Wednesday, February 3, 2010

Thursday February 11, 2010


Charley and Steve Blatt talk about the "From the Performance Studio" CD.
Johann Sebastian Bach: "Gigue" (4th movement) from Solo Violin Partita No. 2 in D minor, BWV 1004
Yumi Hwang-Williams, violin
KVOD Performance Studio 2/19/07 MS
Also, Colorado Symphony Orchestra
Jeffrey Kahane, conductor; Christine Brewer, soprano
Ludwig van Beethoven: The Creatures of Prometheus Overture, Opus 43
Richard Strauss: Four Last Songs (11/20-21/09)
And, Opera Colorado Outreach Ensemble
Gioachino Rossini: The Barber of Seville
"La Calunnia" from Act II
Alexander Scopino, bass; Steven Aguiló-Arbues, pianist
Duet, "Dunque io son" from Act II
Ted Federle, baritone; Julia Tobiska, mezzo-soprano; Steven Aguiló-Arbues, pianist
"Il vecchiotto cerca moglie" (Berta's Aria) from Act III
Donata Cucinotta, soprano; Steven Aguiló-Arbues, pianist
KVOD Performance Studio 1/19/10 MS
David Mullikin: "Chanson" (3rd movement) from Trio for flutes, violin and viola
Ivy Street Ensemble (Catherine Peterson, piccolo; Erik Peterson, violin; Phillip Stevens, viola)
KVOD Performance Studio 6/1/06 MS


Ludwig van Beethoven (1770-1827): Overture to the Ballet The Creatures of Prometheus, Opus 43

Sometime in 1800, Beethoven was commissioned to write the music for a new ``heroic-allegorical ballet'' titled The Creatures of Prometheus.

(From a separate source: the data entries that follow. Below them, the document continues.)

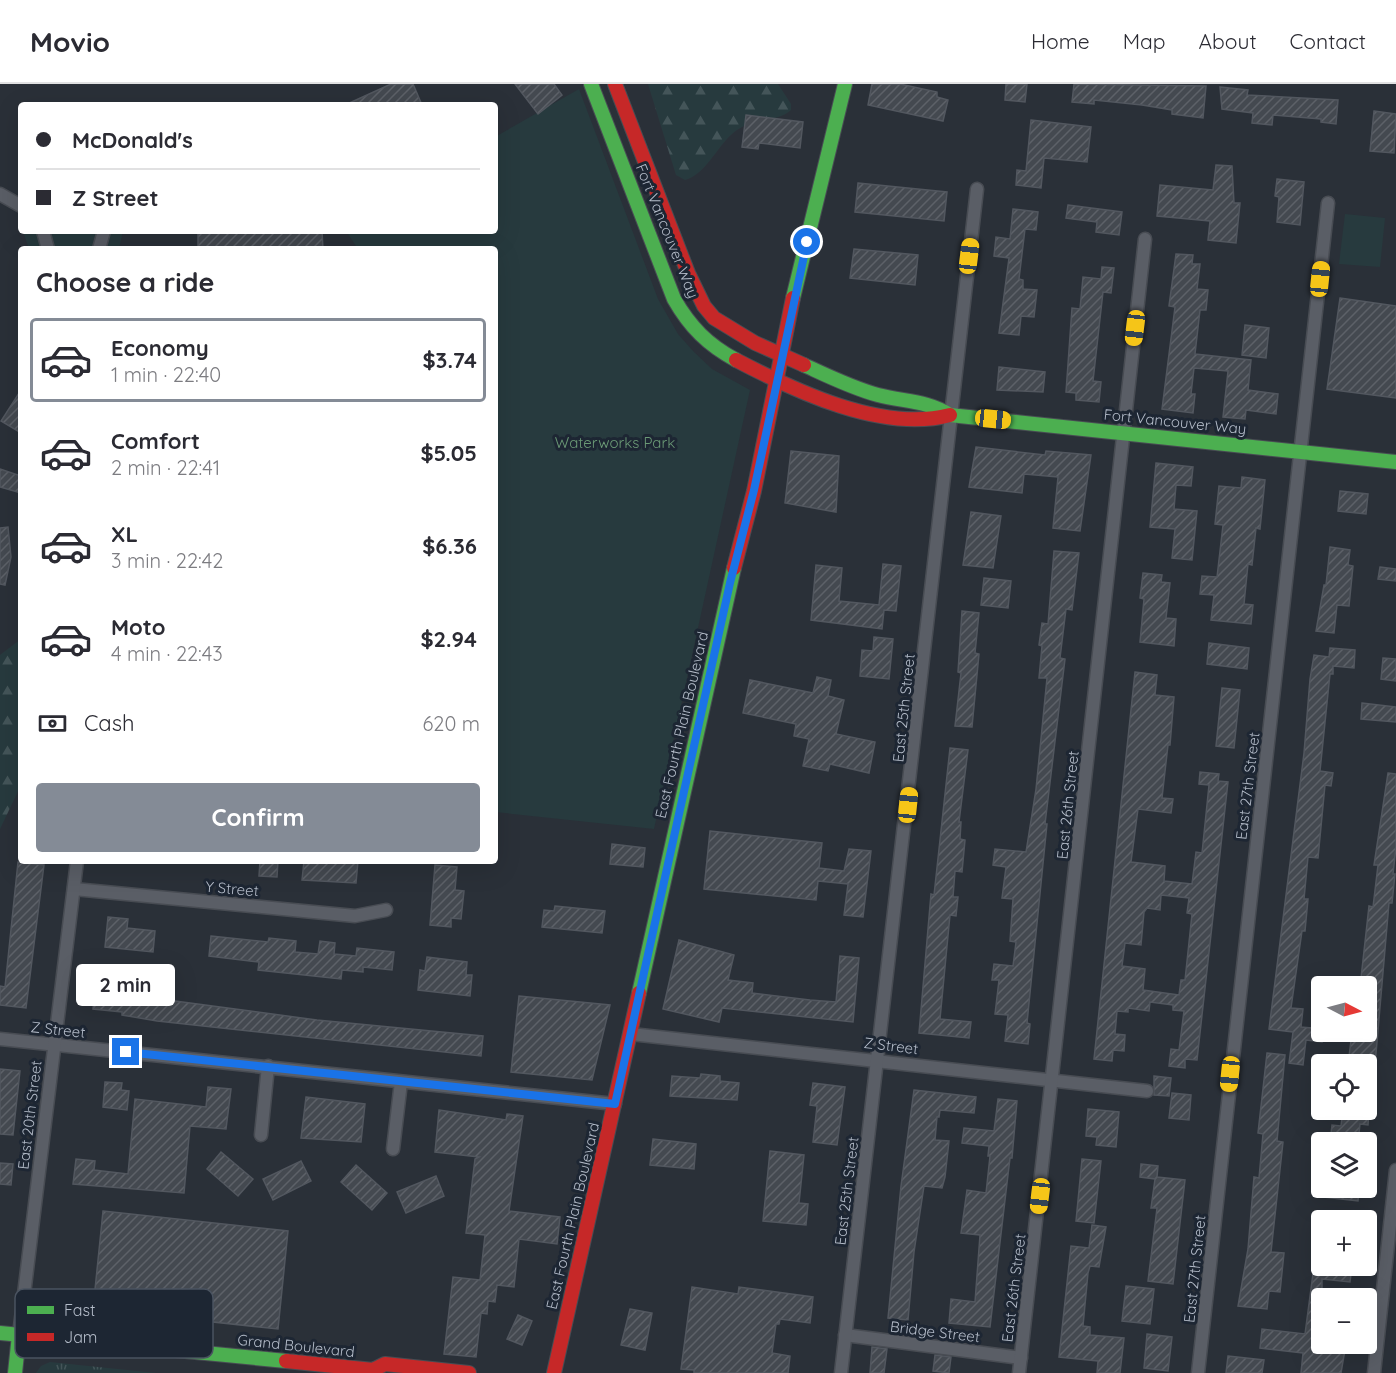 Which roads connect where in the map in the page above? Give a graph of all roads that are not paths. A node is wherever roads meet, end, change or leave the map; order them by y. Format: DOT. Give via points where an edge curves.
graph roads {
  1 [pos="591,84"];
  2 [pos="615,84"];
  3 [pos="845,84"];
  4 [pos="977,189"];
  5 [pos="0,194"];
  6 [pos="1328,203"];
  7 [pos="18,204"];
  8 [pos="1145,239"];
  9 [pos="782,356"];
  10 [pos="778,378"];
  11 [pos="950,415"];
  12 [pos="1122,433"];
  13 [pos="1300,452"];
  14 [pos="1396,462"];
  15 [pos="77,864"];
  16 [pos="74,889"];
  17 [pos="386,910"];
  18 [pos="631,1034"];
  19 [pos="0,1040"];
  20 [pos="56,1045"];
  21 [pos="879,1059"];
  22 [pos="268,1066"];
  23 [pos="1053,1081"];
  24 [pos="401,1082"];
  25 [pos="1148,1091"];
  26 [pos="615,1104"];
  27 [pos="261,1135"];
  28 [pos="393,1149"];
  29 [pos="1396,1170"];
  30 [pos="25,1289"];
  31 [pos="0,1334"];
  32 [pos="15,1335"];
  33 [pos="845,1335"];
  34 [pos="213,1355"];
  35 [pos="17,1358"];
  36 [pos="1021,1358"];
  37 [pos="375,1372"];
  38 [pos="15,1373"];
  39 [pos="470,1373"];
  40 [pos="554,1373"];
  41 [pos="841,1373"];
  42 [pos="1019,1373"];
  43 [pos="1198,1373"];
  44 [pos="1374,1373"];
  1 -- 10 [label="main road, Fort Vancouver Way" via="666,280 686,317 715,348"];
  2 -- 9 [label="main road, Fort Vancouver Way" via="704,306 726,326"];
  3 -- 9 [label="main road, East Fourth Plain Boulevard" via="796,282"];
  4 -- 11 [label="street, East 25th Street"];
  5 -- 7 [label="street"];
  6 -- 13 [label="street, East 27th Street"];
  8 -- 12 [label="street, East 26th Street"];
  9 -- 10 [label="main road, East Fourth Plain Boulevard"];
  9 -- 11 [label="main road, Fort Vancouver Way" via="862,391 934,405"];
  10 -- 11 [label="main road, Fort Vancouver Way" via="841,404 876,413 932,421"];
  10 -- 18 [label="main road, East Fourth Plain Boulevard"];
  11 -- 12 [label="main road, Fort Vancouver Way"];
  11 -- 21 [label="street, East 25th Street"];
  12 -- 13 [label="main road, Fort Vancouver Way"];
  12 -- 23 [label="street, East 26th Street"];
  13 -- 14 [label="main road, Fort Vancouver Way"];
  13 -- 43 [label="street, East 27th Street"];
  15 -- 16 [label="street, East 20th Street"];
  16 -- 17 [label="street, Y Street" via="355,916"];
  16 -- 20 [label="street, East 20th Street"];
  18 -- 21 [label="street, Z Street"];
  18 -- 26 [label="main road, East Fourth Plain Boulevard"];
  19 -- 20 [label="street, Z Street"];
  20 -- 22 [label="street, Z Street"];
  20 -- 30 [label="street, East 20th Street"];
  21 -- 23 [label="street, Z Street"];
  21 -- 33 [label="street, East 25th Street"];
  22 -- 24 [label="street, Z Street"];
  22 -- 27 [label="street"];
  23 -- 25 [label="street, Z Street"];
  23 -- 36 [label="street, East 26th Street"];
  24 -- 26 [label="street, Z Street"];
  24 -- 28 [label="street"];
  26 -- 40 [label="main road, East Fourth Plain Boulevard"];
  29 -- 44 [label="street"];
  31 -- 32 [label="main road, Grand Boulevard"];
  33 -- 36 [label="street, Bridge Street"];
  33 -- 41 [label="street, East 25th Street"];
  34 -- 37 [label="main road, Grand Boulevard"];
  35 -- 38 [label="main road, East 20th Street"];
  36 -- 42 [label="street, East 26th Street"];
  37 -- 39 [label="main road, Grand Boulevard" via="385,1364"];
}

Intended as a compliment to the Emperor Franz's second wife, Maria Theresia, the ballet was choreographed by Salvatore Vigano, the ballet master at the court theater in Vienna. When Beethoven finished the music, he wrote to his publishers: ``I have written a ballet, in which, however, the ballet master has not made the best of his part.''
Nevertheless, The Creatures of Prometheus was a moderate success at its first performance, a benefit for the prima ballerina, one Fräulein Casentini, on March 28, 1801 at the Court Theater. The work was given fourteen times that year; nine times the next.
One day, Beethoven ran into his former teacher, Franz Joseph Haydn, whose oratorio The Creation had been a sensation only three years earlier. Haydn: ``Well, I heard your ballet yesterday and it pleased me very much!'' Beethoven: ``O, dear Papa, you are very kind; but it is far from being a Creation. Haydn: ``That is true; it is not yet a Creation and I can scarcely believe that it will ever become one.'' Whereupon both men, somewhat embarrassed, went their separate ways.
The program at the first performance summarized the action of the ballet: ``The basis of this allegorical ballet is the fable of Prometheus. The Greek philosophers, by whom he was known, allude to him as a lofty soul who drove the people of his time from ignorance, refined them by means of science and the arts, and gave them manners, customs, and morals. As a result of that conception, two statues which have been brought to life are introduced into this ballet, and these, through the power of harmony, are made sensitive to the passions of human existence. Prometheus leads them to Parnassus, in order that Apollo, the god of the arts, may enlighten them. Apollo gives then as teachers Amphion, Arion, and Orpheus to instruct them in music, Melpomene to teach them tragedy; Thalia, comedy, Terpsichore and Pan, the shepherd's dance, and Bacchus, the heroic dance, of which he was the originator.''
The Overture contains several themes from the ballet proper. A slow introduction representing ``the solemn appearance of Prometheus'' is followed by a fast section depicting ``human creatures led to joy.'' The stormy climaxes towards the end suggest the flight of Prometheus from ``the mighty wrath of Heaven.''
The Overture is scored for 2 flutes, 2 oboes, 2 clarinets, 2 bassoons, 2 horns, 2 trumpets, timpani and strings.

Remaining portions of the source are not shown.